Monday, February 18

Shotgun Singer

Kris Delmhorst is my favorite local musician by a long shot.  I first met her in 1999 when I was a waiter at Bella Luna restaurant and she would play a weekly gig in the corner alcove.  I still remember moving the table and chairs out of the way and her playing songs from her first album - a cassette tape, if you can believe it.  It was the best demo tape I'd ever heard and I've been a major fan ever since.  She's a poet par excellence.  Her long awaited new album, Shotgun Singer, is about to drop.  And it's gonna be nice.  Ania, Elizabeth, Amanda, Andy and I went to her last boston show on valentines day, which was f@*#ing great.  Here's a clip of her from that show opening with a cover of Tina Turner's What's Love Got To Do With It (definitely wade through the first minute of crappy sound and visual, it gets better):





This next song is called Blue Adeline, from the new album (I was better with the handycam at this point.)

Persepolis

If you haven't seen it yet, the film adaptation of the Persepolis Graphic novels (by Marjane Satrapi) is excellent - Amanda and I really loved it. It's a memoir of Satrapi's life in pre and post-revolutionary Iran and her families experiences under the Shah and Ayatollah. Remember, it's not to be taken literally as the only interpretation of 20th century Iran and the '79 revolution, but it is certainly valuable as one woman's story. Though it is a great victory for the world when a Muslim woman makes a film that is so well received in the west, it is nonetheless an example of the new orientalist narrative, where 'westernized easterners' replace western explorers as the conveyers of all things exotic and intriguing. This is particularly evident in her portrayal of religious Iranians in the film - they are generally shown as barbaric, vulgar and violent. But generally, her treatment of history and politics is nuanced and explores many sides of each issue.

Now, in local news...

 In case you haven't had the opportunity to see this, here is a 'wood catalogue' that sits in the basement of our building.

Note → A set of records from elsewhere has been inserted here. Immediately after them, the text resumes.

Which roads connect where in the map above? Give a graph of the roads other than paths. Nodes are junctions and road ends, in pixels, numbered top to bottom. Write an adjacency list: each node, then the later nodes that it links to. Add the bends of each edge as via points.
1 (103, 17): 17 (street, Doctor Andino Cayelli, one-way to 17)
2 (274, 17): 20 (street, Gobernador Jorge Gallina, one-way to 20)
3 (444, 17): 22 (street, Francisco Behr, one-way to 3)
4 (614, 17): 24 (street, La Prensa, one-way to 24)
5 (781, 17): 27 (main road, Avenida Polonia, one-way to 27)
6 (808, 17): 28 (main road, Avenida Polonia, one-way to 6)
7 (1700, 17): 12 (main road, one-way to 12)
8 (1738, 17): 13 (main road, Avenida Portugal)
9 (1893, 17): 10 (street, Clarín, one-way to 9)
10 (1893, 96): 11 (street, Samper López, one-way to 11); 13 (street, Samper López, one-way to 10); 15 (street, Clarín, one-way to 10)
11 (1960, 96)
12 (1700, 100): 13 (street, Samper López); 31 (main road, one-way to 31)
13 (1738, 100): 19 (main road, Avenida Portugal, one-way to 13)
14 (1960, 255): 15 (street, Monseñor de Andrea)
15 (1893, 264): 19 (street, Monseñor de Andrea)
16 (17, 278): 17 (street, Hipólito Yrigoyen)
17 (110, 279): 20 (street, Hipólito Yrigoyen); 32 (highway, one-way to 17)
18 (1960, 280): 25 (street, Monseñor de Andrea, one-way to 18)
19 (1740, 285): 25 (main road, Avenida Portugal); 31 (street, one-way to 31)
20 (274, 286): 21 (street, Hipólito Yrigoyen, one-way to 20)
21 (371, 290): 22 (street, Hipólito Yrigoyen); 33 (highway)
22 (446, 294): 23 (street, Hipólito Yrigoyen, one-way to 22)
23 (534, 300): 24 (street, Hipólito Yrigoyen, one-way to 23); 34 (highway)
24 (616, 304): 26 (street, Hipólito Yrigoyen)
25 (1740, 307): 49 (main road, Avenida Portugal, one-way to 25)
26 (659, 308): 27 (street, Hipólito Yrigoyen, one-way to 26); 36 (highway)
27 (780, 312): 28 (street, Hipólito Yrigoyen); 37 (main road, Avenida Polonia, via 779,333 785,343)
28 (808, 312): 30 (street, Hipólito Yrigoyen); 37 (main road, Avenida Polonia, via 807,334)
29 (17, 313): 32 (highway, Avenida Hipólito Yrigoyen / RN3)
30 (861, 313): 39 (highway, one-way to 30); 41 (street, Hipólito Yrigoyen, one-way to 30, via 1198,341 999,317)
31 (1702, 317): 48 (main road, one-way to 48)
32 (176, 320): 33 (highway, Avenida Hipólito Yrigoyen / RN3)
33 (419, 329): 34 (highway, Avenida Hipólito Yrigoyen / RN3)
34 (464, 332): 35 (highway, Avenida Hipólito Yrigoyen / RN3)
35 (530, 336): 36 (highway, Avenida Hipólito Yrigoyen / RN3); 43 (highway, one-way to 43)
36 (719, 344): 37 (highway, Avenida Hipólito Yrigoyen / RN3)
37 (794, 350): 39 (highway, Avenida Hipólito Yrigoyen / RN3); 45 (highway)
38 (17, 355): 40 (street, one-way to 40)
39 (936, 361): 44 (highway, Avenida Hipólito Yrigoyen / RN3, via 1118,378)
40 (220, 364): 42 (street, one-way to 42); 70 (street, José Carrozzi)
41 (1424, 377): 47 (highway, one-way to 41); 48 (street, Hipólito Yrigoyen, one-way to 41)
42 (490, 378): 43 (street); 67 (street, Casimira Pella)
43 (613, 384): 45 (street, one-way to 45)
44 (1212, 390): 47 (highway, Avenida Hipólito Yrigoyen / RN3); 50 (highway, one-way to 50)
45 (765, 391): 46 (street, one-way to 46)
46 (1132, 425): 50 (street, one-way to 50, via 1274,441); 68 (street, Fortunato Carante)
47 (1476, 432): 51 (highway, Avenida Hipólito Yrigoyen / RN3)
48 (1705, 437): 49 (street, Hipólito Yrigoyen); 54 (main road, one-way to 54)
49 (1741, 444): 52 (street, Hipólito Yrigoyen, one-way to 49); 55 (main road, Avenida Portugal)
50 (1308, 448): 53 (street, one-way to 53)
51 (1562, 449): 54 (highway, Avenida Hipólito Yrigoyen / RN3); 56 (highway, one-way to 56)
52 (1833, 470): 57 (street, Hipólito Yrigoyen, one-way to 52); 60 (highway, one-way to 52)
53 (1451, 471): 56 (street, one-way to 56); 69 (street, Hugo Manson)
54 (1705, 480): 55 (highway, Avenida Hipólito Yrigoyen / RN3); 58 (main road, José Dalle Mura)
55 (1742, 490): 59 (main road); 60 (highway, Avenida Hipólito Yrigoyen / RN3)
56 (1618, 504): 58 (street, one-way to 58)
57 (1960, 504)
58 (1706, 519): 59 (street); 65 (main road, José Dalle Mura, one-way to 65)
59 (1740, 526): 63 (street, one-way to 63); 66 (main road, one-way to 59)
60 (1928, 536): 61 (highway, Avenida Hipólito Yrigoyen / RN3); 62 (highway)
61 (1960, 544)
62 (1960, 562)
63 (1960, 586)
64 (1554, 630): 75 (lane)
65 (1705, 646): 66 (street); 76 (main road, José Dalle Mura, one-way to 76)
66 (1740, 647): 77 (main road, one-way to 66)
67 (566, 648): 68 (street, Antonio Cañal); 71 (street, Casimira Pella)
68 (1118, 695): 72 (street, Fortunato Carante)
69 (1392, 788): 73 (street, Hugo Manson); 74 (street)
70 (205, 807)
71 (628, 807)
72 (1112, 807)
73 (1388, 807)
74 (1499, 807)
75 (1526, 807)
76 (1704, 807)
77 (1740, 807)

It was made by Ralph F. Perry out of wood from our trees, and serves as a research tool for those interested in identifying wood based on its grain and color. It's really a thing of beauty. Here's his picture.



Bruce and Wes have been insulating the windows in our storage space for the last few weeks. It looks pretty great:



And Jen (multitalented as she is) wrote a great article on Mojito Cupcakes for her website Finders Eaters, which you should check out.

Here are some trash finds for the week:

Someone tried (unsuccessfully) to set up a tent on state lab slope



Someone tried (apparently successfully) to avoid giving life to their progeny



And I found some children's toys and dolls. Here's a character from Pixar's Flushed Away. I found it on the side of the road, still in the package...



and here's what was inside



I also found Tigger in the trash.



Tigger, you rock. Lastly, some natural and beautiful things. The birds use trash to make their nests:



Leaves frozen under the ice



And buds starting to appear on the trees



"No matter how cold the winter, spring always comes."
- Sandman

Button Pusher

Sometimes I invent things at work. I do this either

1. to make my job easier
2. to make something work better
3. because it's fun or funny

Trashsled 2000 is one such invention. And soon I will post photos of the dog-bag holder I designed and had a welder build last week. For now, I'd like to show you something I like to call...

Button Pusher (Version 1.1)


(It's the metal bolt hanging off the crosswalk button panel)

Here's how it works: you take the pokey thing (a stove bolt, tipped with duct tape and attached with wire) and stick it in the crosswalk button hole to press the button. I and many others found that the button was impossible to press with gloves on, forcing you to take your gloves off and touch cold metal in freezing weather. Button pusher (Version 1.1) fixes this problem.

A closer look



Several people have reported that they enjoy Button Pusher v 1.1 and find it straightforward and easy to use, which makes me happy. I have worried, on occasion, that someone will think it's a bomb and call the police - but fortunately Button Pusher has not run into Homeland Security, the Patriot Act, or Guantanamo Bay yet.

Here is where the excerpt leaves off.